Miss Msuthukazi Pango
[12] Miss. Pango was a Regional Court prosecutor stationed in Zwelitsha
Magistrates Court at the time the plaintiff appeared in court on charges of attempted
murder, possession of firearms, and ammunition. She testified that according to the
charge sheet, the plaintiff’s first appearance in Peddie Magistrate's Court was on 20
November 2018. The matter was postponed to 5 December 2018. On the latter date,
it was transferred to the Regional Court Peddie for 13 December 2018. In court, she
read an extract from the charge sheet which, at the time he appeared in the district
court, indicated that the state was opposing his release on bail because he had
pending cases in Queenstown court and elsewhere. The plaintiff abandoned his bail
application and remained in custody.
[13] Her involvement in the Zwelitsha case began on 16 April 2019. The case was
postponed a few times thereafter. The state relied on a confession made by the
plaintiff. She was not aware at the time that the confession had been ruled
inadmissible by the High Court. However, even if she were aware, she was of the
view that the plaintiff was supposed to ‘bring an application before the regional court
so that the magistrate could make his own ruling.’ She only heard about the
inadmissibility during the consultation in this matter. The case eventually proceeded,
and the plaintiff was found not guilty at the close of the state case on 27 July 2019.

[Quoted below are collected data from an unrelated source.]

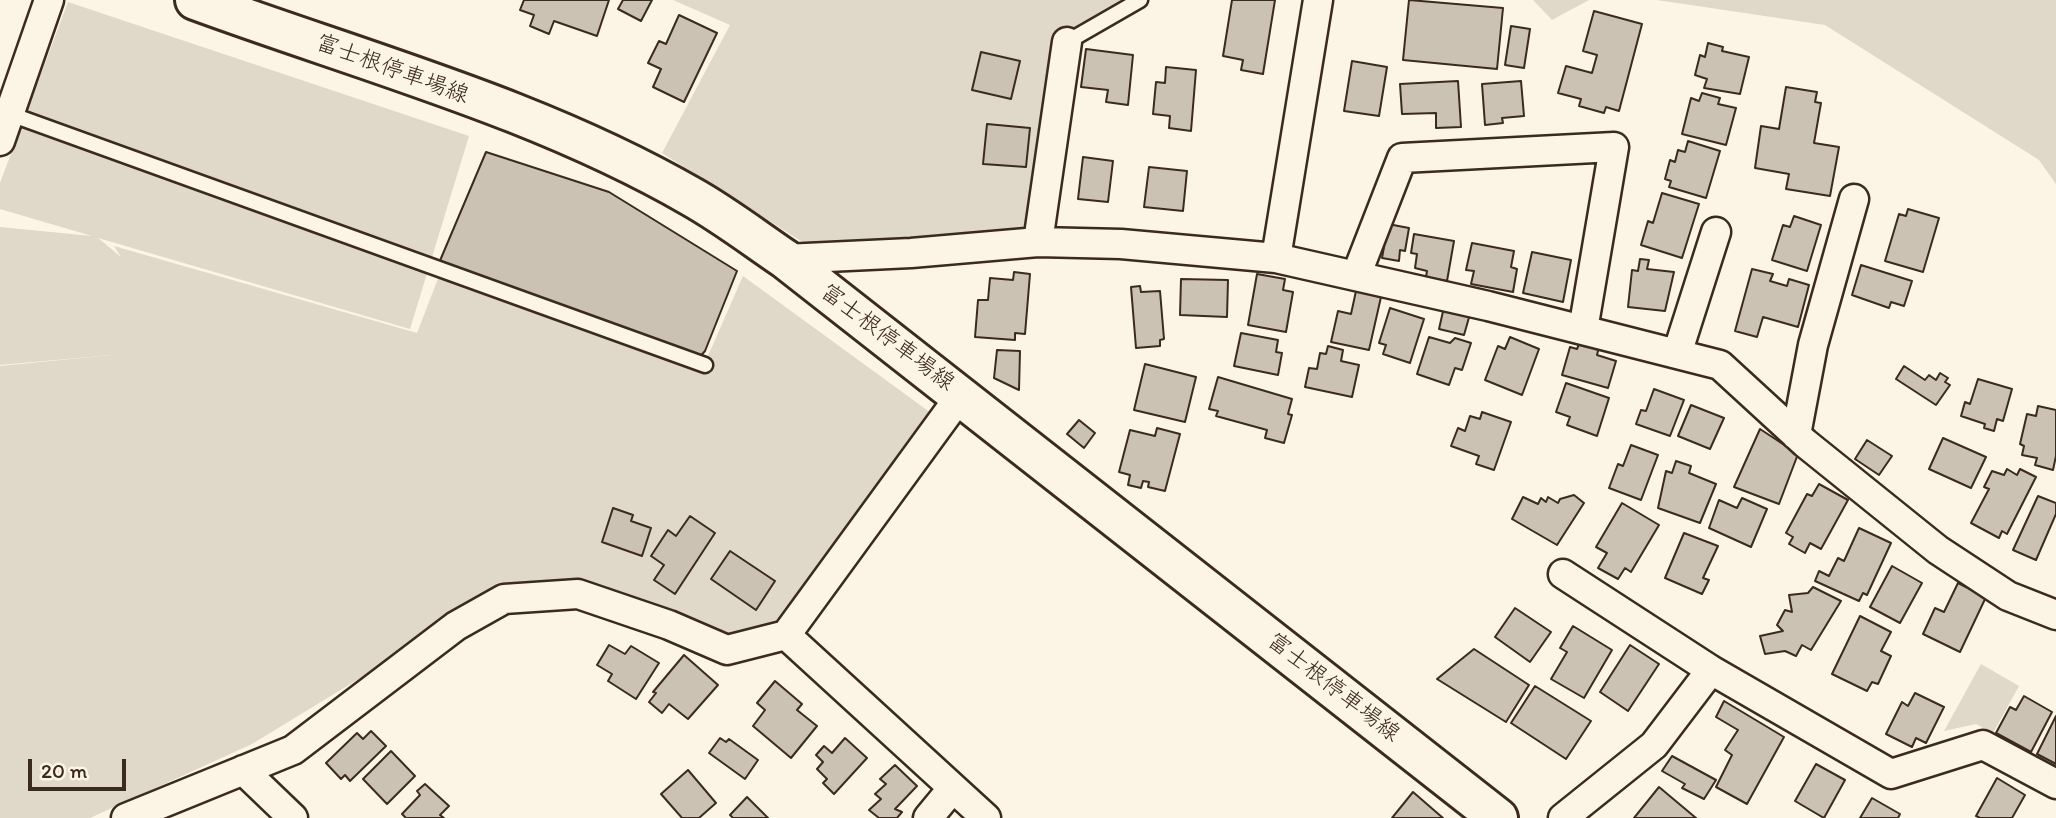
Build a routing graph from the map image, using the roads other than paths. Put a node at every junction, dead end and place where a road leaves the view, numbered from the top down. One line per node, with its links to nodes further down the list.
1 (49, 0): 6 (street)
2 (195, 0): 12 (main road, 富士根停車場線)
3 (1140, 0): 5 (lane)
4 (1318, 0): 11 (street)
5 (1067, 42): 10 (street)
6 (10, 114): 7 (street); 16 (lane)
7 (0, 141)
8 (1854, 199): 18 (street)
9 (1716, 232): 15 (street)
10 (1038, 242): 11 (street); 12 (street)
11 (1276, 258): 13 (street)
12 (785, 259): 17 (main road, 富士根停車場線)
13 (1356, 276): 14 (street); 14 (street)
14 (1583, 330): 15 (street)
15 (1677, 354): 18 (street)
16 (705, 365)
17 (961, 395): 21 (street); 30 (main road, 富士根停車場線)
18 (1796, 435): 20 (street)
19 (1563, 574): 22 (street)
20 (2056, 615)
21 (786, 635): 23 (street); 25 (street)
22 (1711, 670): 24 (street); 31 (street)
23 (243, 770): 26 (street); 27 (street)
24 (2056, 784)
25 (952, 789): 28 (street); 29 (street)
26 (126, 818)
27 (293, 818)
28 (928, 818)
29 (986, 818)
30 (1498, 818)
31 (1563, 818)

[14] She testified that the plaintiff, at the time, had to apply for bail and adduce
evidence that it was in the interests of justice that he be released on bail.
[15] Miss. Pango stated that had she been made aware of the High Court
decision, she would not have pursued prosecution of the plaintiff. She was of the
view that Adv. Willemse should have shared the outcome of the High Court with her.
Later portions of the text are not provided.